Prompt » How many lines in the data that follows contain the word "Norberto"? Only that number is needed.

[Dataset items]
........

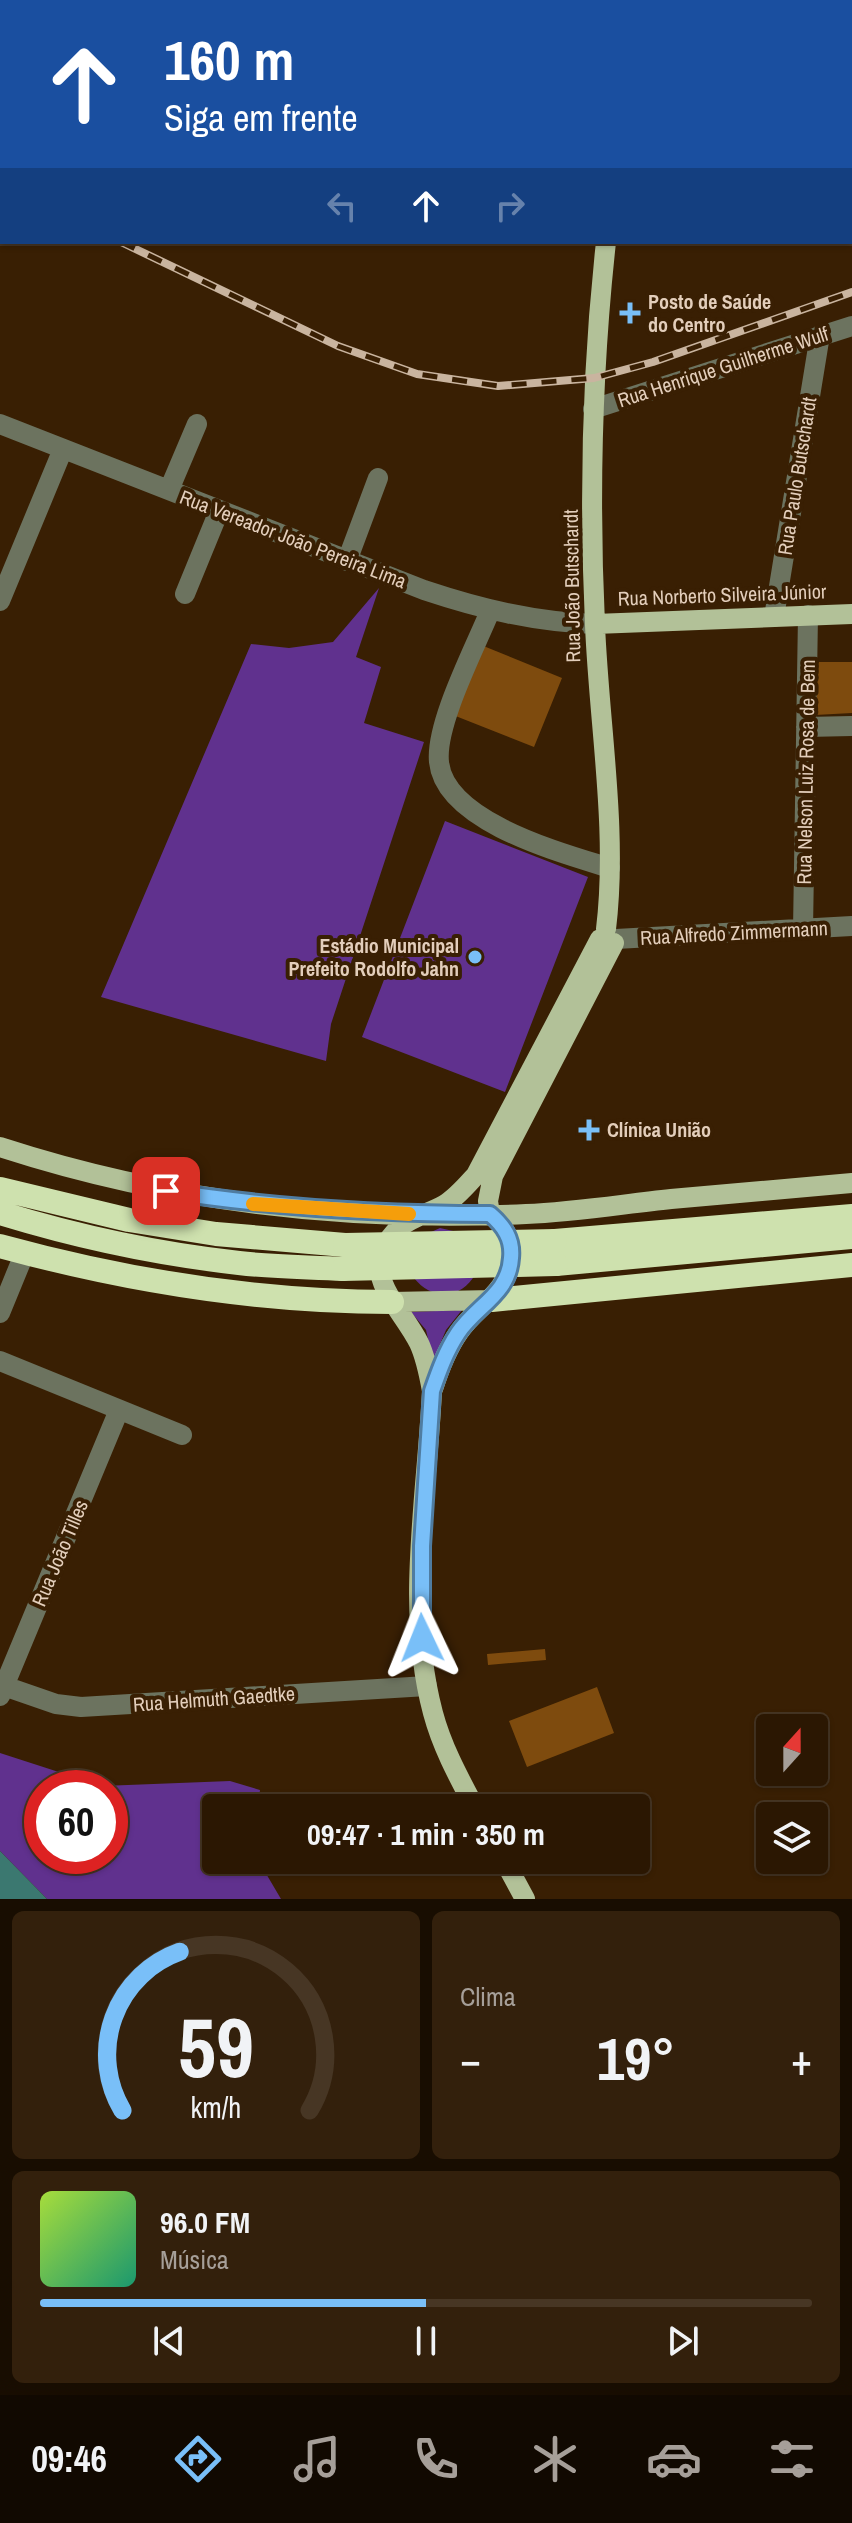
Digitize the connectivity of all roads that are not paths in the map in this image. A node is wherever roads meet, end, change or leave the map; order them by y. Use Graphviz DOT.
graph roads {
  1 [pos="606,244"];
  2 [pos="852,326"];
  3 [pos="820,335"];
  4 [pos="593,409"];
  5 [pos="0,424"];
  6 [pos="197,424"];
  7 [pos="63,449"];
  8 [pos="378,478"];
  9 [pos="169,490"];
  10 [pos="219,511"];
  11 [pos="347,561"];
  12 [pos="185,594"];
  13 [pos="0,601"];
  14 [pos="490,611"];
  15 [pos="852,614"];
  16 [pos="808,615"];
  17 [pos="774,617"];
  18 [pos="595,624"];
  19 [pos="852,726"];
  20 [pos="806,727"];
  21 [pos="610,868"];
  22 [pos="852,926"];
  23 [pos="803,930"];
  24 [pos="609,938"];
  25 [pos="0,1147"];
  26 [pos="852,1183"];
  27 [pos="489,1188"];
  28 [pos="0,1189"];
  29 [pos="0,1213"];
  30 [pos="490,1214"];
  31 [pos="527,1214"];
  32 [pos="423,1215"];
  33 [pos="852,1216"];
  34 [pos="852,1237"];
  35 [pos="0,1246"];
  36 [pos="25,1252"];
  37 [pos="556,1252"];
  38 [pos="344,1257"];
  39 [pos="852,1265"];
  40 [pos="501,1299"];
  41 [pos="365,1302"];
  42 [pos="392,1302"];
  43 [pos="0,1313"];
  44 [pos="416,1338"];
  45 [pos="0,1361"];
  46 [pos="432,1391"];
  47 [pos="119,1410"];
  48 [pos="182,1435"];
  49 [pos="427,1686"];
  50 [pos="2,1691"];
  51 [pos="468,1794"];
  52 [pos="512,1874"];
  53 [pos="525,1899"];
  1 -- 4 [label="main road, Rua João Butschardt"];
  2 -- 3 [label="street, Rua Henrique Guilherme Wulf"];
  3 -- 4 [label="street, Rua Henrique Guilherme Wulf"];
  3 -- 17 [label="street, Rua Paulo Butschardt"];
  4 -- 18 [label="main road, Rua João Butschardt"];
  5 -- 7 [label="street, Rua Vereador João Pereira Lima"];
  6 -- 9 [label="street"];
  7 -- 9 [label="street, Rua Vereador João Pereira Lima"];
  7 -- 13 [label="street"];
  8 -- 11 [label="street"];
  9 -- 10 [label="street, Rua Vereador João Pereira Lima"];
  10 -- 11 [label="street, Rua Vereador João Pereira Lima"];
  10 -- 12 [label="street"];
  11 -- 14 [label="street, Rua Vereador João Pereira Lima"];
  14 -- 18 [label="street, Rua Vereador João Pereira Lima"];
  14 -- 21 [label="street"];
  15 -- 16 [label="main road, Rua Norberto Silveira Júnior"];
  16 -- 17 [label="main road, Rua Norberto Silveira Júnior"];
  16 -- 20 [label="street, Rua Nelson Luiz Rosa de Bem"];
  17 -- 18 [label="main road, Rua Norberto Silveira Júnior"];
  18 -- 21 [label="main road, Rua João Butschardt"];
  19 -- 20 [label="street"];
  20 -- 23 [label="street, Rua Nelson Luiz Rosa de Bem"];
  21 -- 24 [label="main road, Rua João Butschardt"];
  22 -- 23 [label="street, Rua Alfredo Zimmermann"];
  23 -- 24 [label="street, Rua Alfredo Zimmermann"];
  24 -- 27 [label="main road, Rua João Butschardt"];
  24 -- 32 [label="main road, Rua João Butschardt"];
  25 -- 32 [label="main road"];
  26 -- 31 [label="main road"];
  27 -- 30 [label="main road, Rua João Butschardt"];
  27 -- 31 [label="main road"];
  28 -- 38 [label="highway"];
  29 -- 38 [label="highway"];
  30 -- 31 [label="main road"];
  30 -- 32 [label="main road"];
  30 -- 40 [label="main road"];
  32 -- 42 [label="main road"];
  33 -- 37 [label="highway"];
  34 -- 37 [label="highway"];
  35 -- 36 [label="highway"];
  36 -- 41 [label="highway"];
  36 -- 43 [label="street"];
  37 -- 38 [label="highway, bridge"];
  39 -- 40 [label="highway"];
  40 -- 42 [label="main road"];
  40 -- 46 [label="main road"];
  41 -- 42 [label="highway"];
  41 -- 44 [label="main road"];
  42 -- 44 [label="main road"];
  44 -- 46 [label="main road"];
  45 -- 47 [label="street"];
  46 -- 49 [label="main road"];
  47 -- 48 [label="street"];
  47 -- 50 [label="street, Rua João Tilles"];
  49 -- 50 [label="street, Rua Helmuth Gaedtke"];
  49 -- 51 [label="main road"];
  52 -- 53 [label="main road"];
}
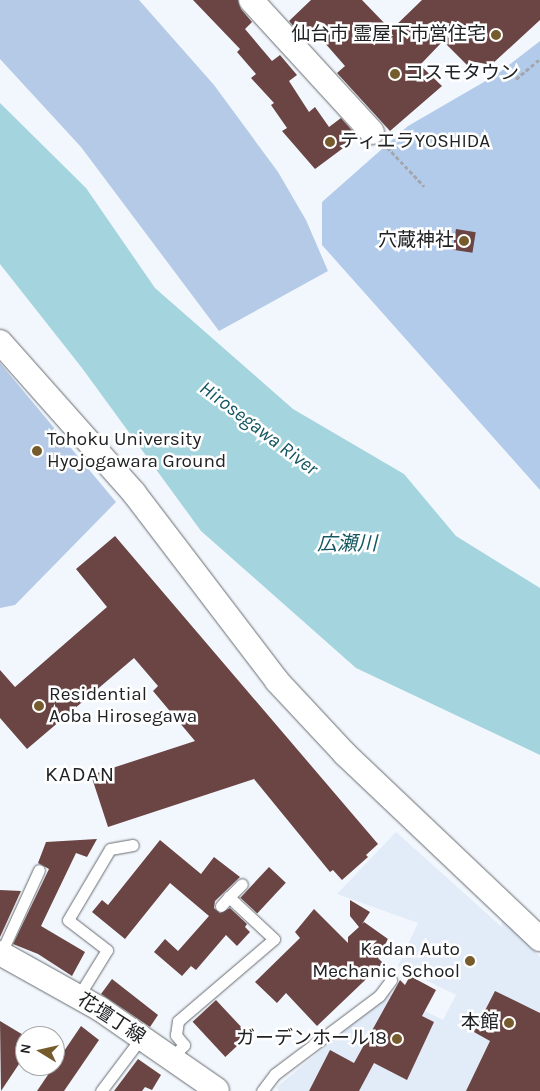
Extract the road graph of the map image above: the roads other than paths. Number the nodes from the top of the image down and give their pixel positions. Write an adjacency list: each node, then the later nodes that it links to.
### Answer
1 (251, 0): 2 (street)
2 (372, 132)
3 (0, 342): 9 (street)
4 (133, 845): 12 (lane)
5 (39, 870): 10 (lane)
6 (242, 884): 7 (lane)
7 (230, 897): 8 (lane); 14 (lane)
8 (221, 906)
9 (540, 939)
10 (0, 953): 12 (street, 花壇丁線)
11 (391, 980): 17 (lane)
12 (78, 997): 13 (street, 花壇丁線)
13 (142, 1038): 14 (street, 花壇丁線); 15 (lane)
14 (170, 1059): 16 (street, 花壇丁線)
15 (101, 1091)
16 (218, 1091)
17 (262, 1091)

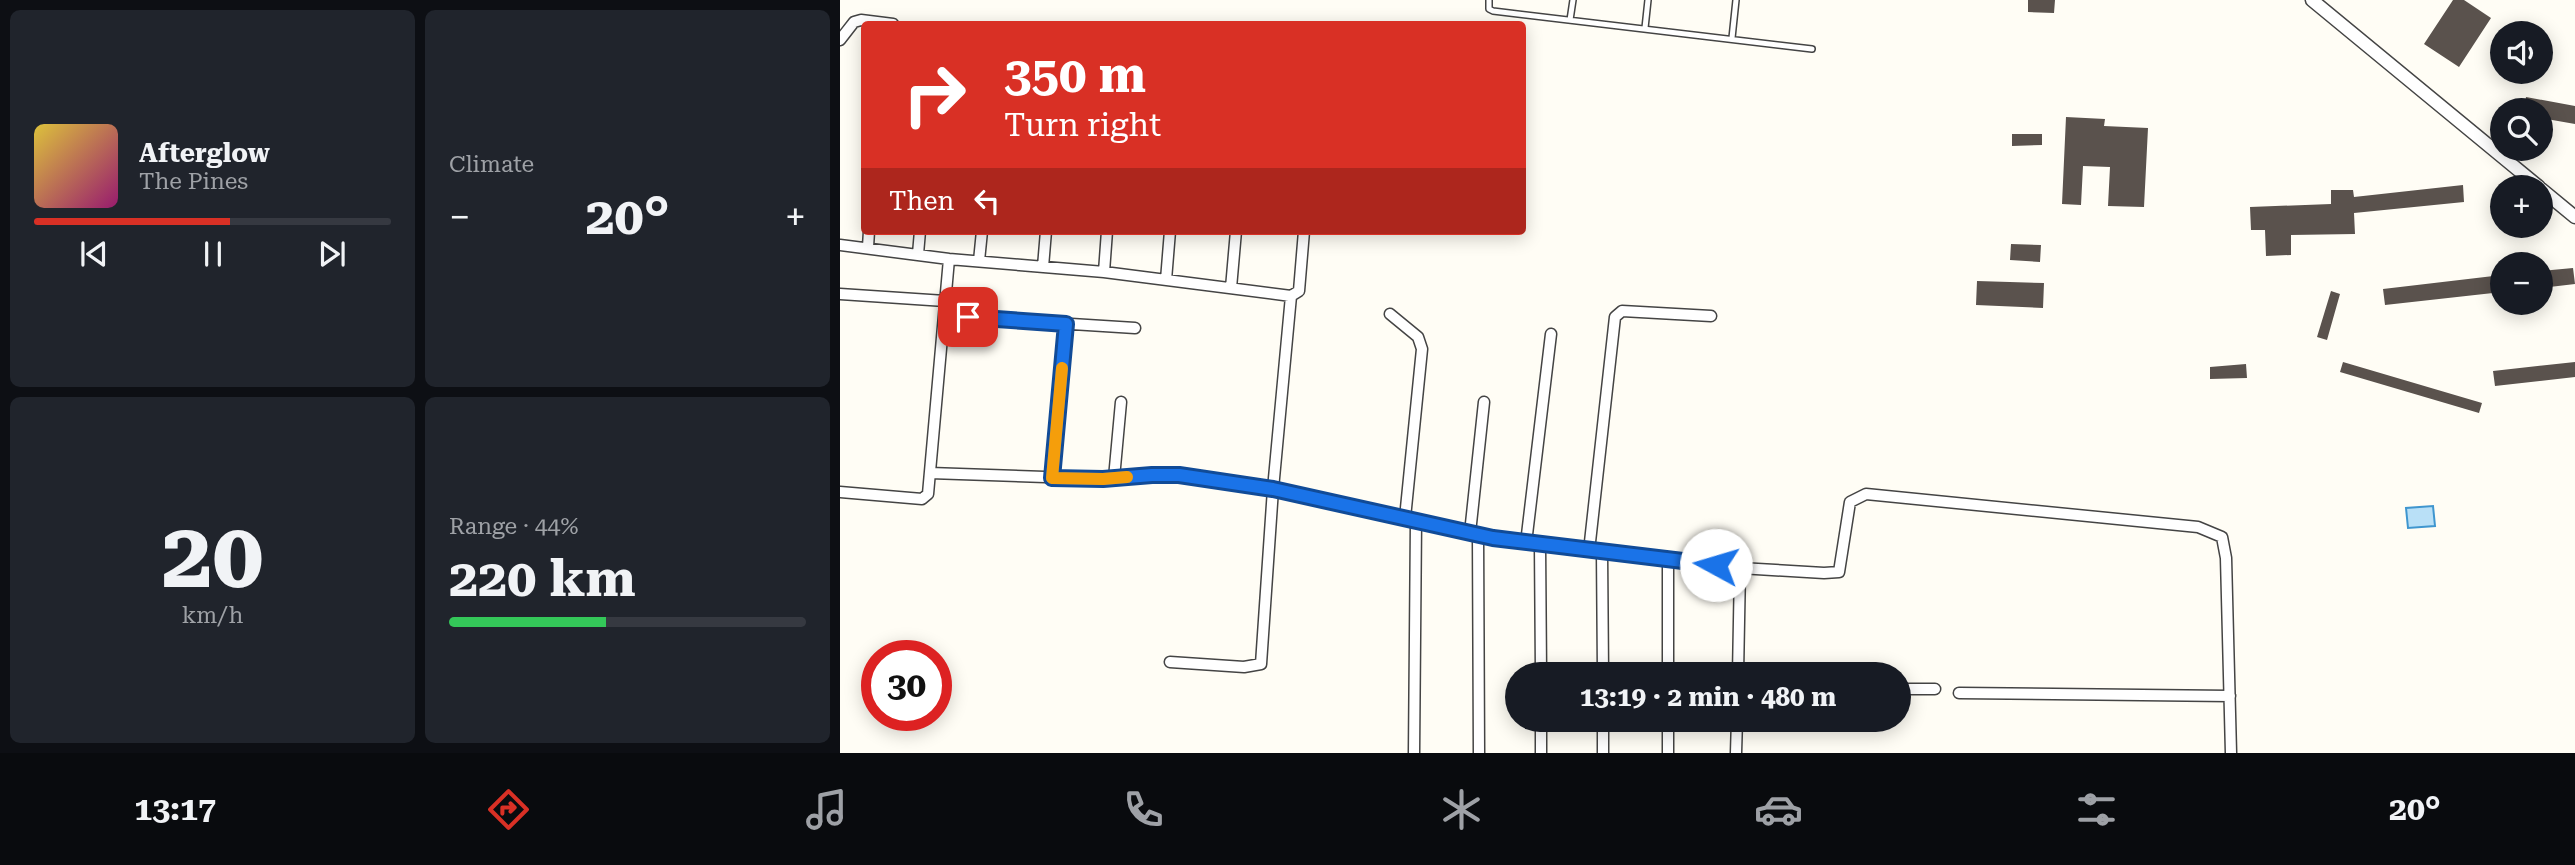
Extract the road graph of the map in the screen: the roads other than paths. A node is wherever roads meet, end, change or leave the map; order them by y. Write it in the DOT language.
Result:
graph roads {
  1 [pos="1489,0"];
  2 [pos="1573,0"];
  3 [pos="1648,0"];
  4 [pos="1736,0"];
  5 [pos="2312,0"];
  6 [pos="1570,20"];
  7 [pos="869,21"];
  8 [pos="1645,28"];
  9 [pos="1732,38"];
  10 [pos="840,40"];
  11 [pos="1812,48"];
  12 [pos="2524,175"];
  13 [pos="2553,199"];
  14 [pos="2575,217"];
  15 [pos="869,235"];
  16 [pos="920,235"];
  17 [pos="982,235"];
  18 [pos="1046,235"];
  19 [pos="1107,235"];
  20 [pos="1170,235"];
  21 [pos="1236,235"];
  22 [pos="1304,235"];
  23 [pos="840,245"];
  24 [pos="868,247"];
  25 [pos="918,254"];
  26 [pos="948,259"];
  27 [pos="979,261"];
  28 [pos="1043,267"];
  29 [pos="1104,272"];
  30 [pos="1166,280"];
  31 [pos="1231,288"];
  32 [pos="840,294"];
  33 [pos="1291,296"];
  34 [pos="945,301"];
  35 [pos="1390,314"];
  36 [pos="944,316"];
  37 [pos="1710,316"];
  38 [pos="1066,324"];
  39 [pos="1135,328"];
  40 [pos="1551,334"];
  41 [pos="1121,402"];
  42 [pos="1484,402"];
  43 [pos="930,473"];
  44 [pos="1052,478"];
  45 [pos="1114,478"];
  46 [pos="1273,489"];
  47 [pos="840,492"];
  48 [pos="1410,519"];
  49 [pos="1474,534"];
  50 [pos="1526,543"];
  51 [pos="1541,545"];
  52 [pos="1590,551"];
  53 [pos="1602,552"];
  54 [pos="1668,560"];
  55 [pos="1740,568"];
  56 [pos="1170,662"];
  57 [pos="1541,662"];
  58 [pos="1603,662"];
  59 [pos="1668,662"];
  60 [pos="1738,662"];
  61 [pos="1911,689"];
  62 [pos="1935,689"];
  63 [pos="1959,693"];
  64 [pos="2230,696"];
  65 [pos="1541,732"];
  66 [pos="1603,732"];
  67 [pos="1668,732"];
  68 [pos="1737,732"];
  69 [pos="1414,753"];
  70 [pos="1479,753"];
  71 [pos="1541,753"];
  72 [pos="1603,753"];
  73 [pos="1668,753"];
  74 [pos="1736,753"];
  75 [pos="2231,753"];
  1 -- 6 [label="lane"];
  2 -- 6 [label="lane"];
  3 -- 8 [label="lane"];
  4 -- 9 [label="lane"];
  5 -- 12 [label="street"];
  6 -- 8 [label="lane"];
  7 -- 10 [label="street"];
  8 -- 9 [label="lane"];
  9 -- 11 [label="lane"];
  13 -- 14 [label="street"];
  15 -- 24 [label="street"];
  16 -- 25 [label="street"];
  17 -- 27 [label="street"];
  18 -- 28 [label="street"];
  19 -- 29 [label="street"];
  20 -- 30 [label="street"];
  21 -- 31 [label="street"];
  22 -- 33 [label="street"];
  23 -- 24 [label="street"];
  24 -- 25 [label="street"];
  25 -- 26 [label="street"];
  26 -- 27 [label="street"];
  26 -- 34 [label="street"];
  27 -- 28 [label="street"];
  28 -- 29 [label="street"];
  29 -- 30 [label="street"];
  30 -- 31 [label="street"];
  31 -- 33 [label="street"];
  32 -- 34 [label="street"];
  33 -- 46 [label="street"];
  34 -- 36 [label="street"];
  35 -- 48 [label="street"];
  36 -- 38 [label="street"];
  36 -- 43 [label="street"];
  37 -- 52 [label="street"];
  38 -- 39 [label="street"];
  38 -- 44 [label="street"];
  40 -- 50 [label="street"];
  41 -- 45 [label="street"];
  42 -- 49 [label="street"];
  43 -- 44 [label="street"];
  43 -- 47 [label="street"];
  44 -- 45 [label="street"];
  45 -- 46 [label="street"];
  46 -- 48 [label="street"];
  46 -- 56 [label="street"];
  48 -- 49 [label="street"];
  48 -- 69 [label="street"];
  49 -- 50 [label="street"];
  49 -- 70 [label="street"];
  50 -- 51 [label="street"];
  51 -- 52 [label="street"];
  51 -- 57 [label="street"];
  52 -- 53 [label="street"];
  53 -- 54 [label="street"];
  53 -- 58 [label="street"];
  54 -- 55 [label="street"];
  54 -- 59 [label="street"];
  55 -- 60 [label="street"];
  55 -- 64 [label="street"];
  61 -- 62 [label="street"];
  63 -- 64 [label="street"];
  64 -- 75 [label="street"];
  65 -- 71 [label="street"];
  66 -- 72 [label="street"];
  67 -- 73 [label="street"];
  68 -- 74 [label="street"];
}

........

Output for this exercise » 3